* [Directions]
Show me every line in the listing that has the word "highway".

* [Dataset records]

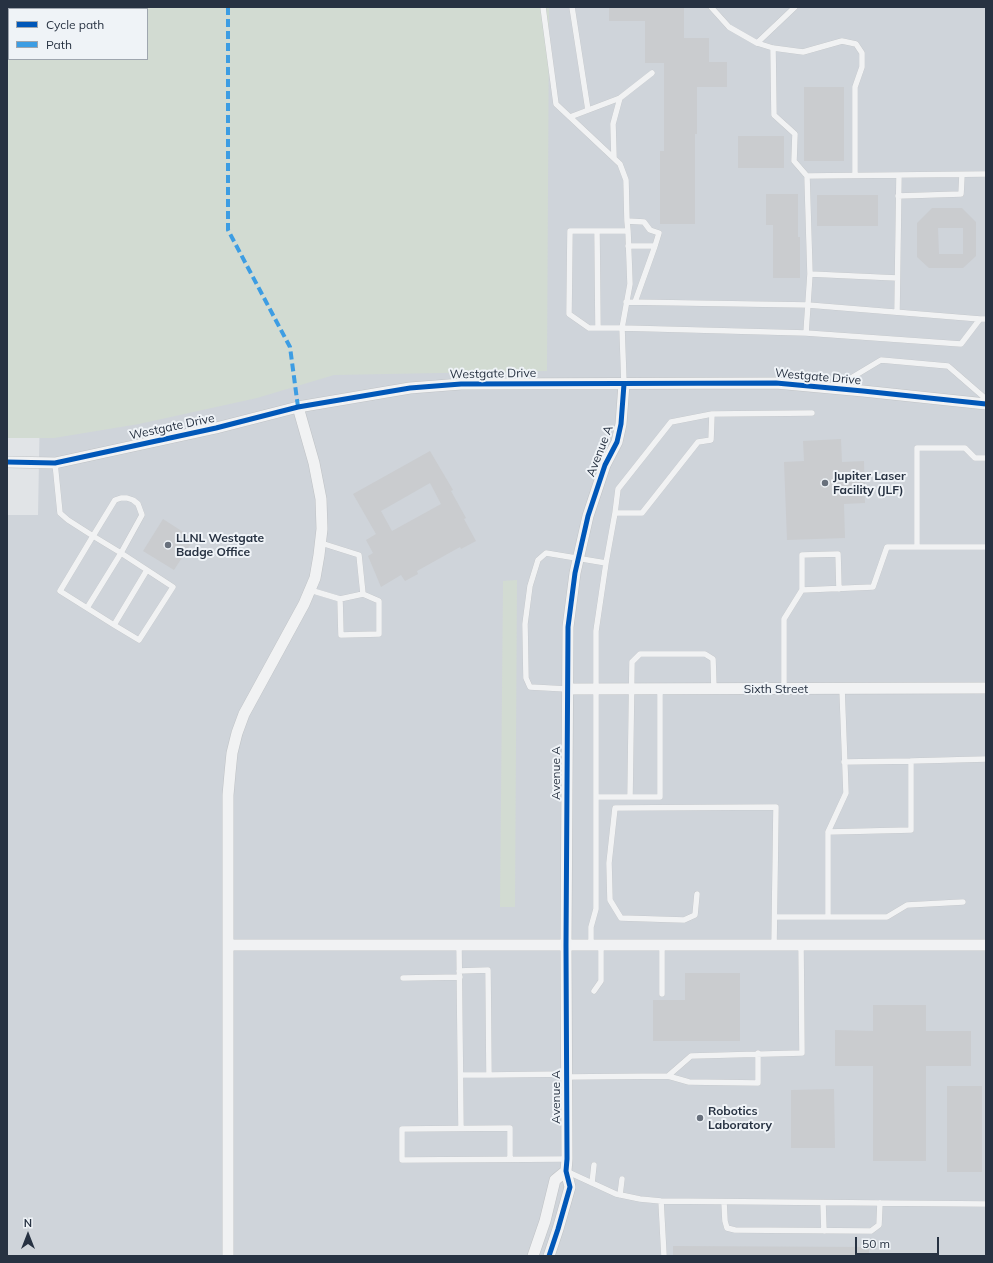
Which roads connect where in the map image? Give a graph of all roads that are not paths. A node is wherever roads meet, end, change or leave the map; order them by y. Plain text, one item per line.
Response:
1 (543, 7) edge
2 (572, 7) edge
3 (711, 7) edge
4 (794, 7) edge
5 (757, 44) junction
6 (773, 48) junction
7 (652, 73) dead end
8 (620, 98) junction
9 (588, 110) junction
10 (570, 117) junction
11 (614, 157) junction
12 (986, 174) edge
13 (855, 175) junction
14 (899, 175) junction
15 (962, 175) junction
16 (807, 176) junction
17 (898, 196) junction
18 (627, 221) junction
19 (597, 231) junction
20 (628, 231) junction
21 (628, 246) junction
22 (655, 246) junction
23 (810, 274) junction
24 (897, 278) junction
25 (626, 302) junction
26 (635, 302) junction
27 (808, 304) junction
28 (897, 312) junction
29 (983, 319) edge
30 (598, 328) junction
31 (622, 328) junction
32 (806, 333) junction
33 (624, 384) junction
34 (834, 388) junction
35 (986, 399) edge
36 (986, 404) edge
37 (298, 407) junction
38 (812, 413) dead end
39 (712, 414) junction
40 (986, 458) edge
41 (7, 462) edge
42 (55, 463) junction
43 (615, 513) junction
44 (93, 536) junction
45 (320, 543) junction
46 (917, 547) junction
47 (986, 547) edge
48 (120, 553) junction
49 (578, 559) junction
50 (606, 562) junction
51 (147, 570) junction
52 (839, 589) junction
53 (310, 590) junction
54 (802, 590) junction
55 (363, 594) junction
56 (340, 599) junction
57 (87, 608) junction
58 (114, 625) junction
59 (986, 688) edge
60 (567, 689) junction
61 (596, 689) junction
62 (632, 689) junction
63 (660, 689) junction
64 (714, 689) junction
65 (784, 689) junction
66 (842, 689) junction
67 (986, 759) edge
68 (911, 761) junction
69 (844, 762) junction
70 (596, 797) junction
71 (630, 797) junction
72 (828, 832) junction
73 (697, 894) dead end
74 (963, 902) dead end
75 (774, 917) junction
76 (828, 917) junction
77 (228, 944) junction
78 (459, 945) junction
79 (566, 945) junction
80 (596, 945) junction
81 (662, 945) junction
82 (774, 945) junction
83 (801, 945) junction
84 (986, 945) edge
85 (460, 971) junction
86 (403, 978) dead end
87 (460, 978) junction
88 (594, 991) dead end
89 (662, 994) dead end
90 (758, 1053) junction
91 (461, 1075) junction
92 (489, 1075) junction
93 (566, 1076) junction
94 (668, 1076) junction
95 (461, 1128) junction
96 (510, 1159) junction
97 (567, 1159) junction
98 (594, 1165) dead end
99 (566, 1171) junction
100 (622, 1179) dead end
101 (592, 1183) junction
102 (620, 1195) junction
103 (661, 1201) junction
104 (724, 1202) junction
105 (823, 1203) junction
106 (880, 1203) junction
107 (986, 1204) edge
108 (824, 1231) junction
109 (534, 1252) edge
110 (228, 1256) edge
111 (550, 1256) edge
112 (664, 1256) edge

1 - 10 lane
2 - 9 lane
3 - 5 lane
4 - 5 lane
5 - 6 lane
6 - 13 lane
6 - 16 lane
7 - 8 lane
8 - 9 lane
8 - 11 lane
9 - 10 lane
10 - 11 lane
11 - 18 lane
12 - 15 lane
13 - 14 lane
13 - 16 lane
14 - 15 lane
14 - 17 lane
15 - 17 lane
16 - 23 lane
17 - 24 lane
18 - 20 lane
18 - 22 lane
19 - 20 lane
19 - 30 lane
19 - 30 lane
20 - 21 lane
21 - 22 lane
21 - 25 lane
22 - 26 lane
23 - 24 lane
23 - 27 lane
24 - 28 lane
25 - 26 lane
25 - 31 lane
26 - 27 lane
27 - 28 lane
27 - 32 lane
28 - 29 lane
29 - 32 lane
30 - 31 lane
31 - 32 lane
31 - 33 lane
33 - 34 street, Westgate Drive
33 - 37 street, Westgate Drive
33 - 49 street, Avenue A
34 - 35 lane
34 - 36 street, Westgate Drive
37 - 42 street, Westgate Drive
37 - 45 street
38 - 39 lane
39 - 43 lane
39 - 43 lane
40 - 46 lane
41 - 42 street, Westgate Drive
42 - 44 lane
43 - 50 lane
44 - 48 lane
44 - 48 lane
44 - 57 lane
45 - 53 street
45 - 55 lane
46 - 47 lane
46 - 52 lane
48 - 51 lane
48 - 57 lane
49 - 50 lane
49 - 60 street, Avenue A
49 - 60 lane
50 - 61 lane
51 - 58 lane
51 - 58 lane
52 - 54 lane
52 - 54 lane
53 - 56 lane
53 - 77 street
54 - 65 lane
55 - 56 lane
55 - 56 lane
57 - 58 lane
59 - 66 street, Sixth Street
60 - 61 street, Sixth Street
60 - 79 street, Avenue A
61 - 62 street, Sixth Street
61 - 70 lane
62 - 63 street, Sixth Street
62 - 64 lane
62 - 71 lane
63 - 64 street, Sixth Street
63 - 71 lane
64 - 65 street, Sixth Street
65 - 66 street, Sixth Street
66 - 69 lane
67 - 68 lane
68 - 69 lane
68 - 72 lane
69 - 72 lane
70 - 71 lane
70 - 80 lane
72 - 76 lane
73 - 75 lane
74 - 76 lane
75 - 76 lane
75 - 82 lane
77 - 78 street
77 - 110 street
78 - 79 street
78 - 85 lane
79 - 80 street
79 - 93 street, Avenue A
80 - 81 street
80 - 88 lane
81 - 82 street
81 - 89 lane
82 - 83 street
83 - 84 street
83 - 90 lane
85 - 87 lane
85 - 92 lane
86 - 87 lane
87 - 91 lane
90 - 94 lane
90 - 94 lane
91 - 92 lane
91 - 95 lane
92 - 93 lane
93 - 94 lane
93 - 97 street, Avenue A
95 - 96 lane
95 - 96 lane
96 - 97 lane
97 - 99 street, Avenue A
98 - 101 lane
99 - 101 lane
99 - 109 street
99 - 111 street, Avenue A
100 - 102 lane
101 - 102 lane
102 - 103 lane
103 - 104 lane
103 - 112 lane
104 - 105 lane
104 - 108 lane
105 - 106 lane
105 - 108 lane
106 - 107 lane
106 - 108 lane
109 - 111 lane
...
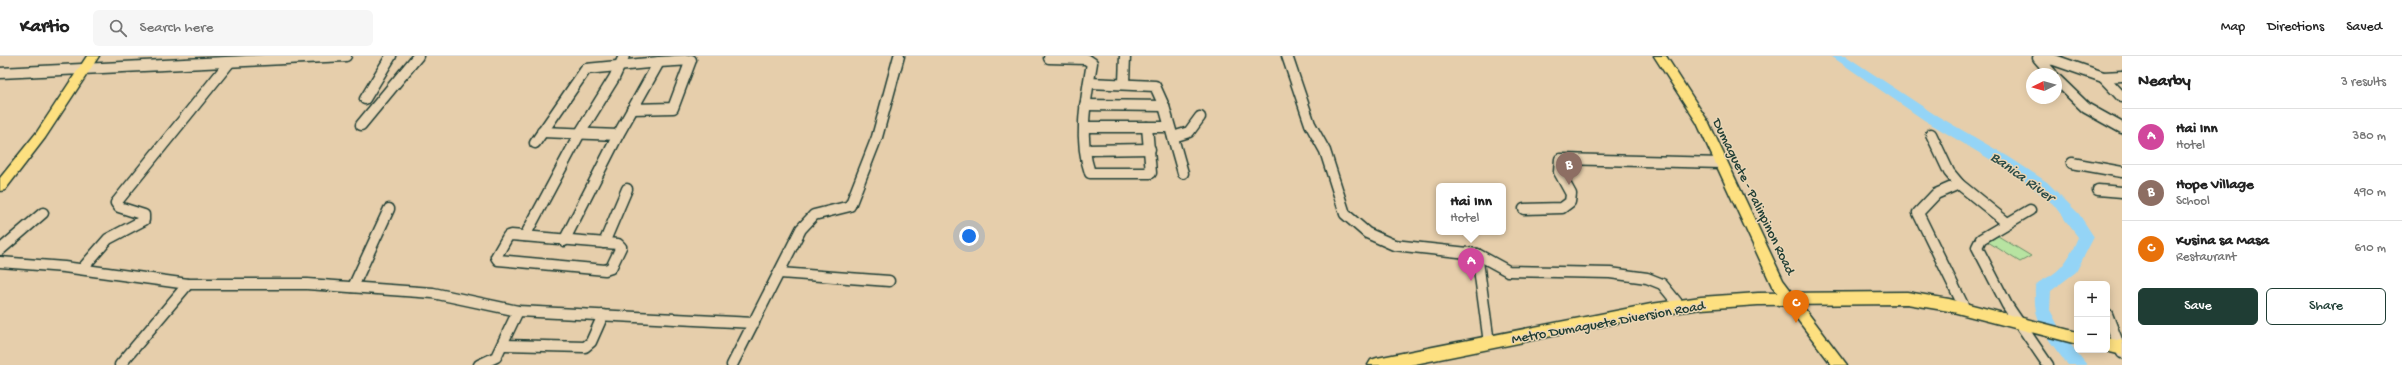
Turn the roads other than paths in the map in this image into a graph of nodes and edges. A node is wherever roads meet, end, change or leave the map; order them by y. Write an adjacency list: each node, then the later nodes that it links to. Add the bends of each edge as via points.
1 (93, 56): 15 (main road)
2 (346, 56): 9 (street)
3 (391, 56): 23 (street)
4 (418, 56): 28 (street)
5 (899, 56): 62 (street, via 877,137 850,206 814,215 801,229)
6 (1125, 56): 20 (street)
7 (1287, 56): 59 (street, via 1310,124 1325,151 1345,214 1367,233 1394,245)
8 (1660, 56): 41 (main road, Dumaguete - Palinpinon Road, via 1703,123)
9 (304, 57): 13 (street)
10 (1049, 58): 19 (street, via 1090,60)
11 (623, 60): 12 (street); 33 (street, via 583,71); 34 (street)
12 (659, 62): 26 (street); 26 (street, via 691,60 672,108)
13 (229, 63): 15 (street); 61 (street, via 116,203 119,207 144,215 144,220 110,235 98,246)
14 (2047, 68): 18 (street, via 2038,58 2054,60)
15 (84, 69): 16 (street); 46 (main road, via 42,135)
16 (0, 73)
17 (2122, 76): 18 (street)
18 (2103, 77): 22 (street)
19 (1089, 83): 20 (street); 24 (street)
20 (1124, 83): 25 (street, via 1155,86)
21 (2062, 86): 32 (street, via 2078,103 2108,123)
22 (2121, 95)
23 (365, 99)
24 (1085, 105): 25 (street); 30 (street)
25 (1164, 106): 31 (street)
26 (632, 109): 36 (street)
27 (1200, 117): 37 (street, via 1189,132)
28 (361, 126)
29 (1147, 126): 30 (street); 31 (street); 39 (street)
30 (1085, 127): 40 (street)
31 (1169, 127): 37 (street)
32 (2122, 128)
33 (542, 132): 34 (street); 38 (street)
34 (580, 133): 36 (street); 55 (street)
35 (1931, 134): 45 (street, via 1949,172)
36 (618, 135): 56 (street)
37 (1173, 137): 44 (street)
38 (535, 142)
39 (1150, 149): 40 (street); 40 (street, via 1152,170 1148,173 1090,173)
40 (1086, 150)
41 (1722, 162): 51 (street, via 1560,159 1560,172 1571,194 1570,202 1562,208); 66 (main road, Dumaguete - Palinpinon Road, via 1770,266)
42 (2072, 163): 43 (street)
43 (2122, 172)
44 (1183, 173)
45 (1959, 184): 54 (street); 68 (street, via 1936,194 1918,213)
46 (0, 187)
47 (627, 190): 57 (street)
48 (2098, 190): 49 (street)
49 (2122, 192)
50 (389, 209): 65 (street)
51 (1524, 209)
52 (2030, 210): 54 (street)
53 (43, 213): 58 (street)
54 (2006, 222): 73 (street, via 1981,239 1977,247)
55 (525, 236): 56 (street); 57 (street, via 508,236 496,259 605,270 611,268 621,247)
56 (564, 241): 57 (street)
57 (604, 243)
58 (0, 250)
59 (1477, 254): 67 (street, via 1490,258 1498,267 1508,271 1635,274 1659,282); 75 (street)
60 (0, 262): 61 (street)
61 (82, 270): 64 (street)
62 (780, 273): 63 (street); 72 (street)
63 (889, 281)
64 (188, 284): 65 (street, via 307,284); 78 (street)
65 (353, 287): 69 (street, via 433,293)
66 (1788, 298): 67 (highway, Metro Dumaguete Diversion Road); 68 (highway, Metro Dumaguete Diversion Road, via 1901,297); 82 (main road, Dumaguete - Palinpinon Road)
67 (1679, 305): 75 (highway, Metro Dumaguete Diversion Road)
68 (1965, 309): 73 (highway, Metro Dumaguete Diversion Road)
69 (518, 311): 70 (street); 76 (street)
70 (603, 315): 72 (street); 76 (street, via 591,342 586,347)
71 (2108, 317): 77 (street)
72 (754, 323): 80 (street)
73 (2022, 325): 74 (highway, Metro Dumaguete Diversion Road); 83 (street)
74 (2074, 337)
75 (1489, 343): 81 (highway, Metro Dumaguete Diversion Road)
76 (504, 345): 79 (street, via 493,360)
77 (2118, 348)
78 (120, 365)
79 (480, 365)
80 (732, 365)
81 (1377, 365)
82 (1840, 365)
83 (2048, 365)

* [Solution to the exercise]
66 (1788, 298): 67 (highway, Metro Dumaguete Diversion Road); 68 (highway, Metro Dumaguete Diversion Road, via 1901,297); 82 (main road, Dumaguete - Palinpinon Road)
67 (1679, 305): 75 (highway, Metro Dumaguete Diversion Road)
68 (1965, 309): 73 (highway, Metro Dumaguete Diversion Road)
73 (2022, 325): 74 (highway, Metro Dumaguete Diversion Road); 83 (street)
75 (1489, 343): 81 (highway, Metro Dumaguete Diversion Road)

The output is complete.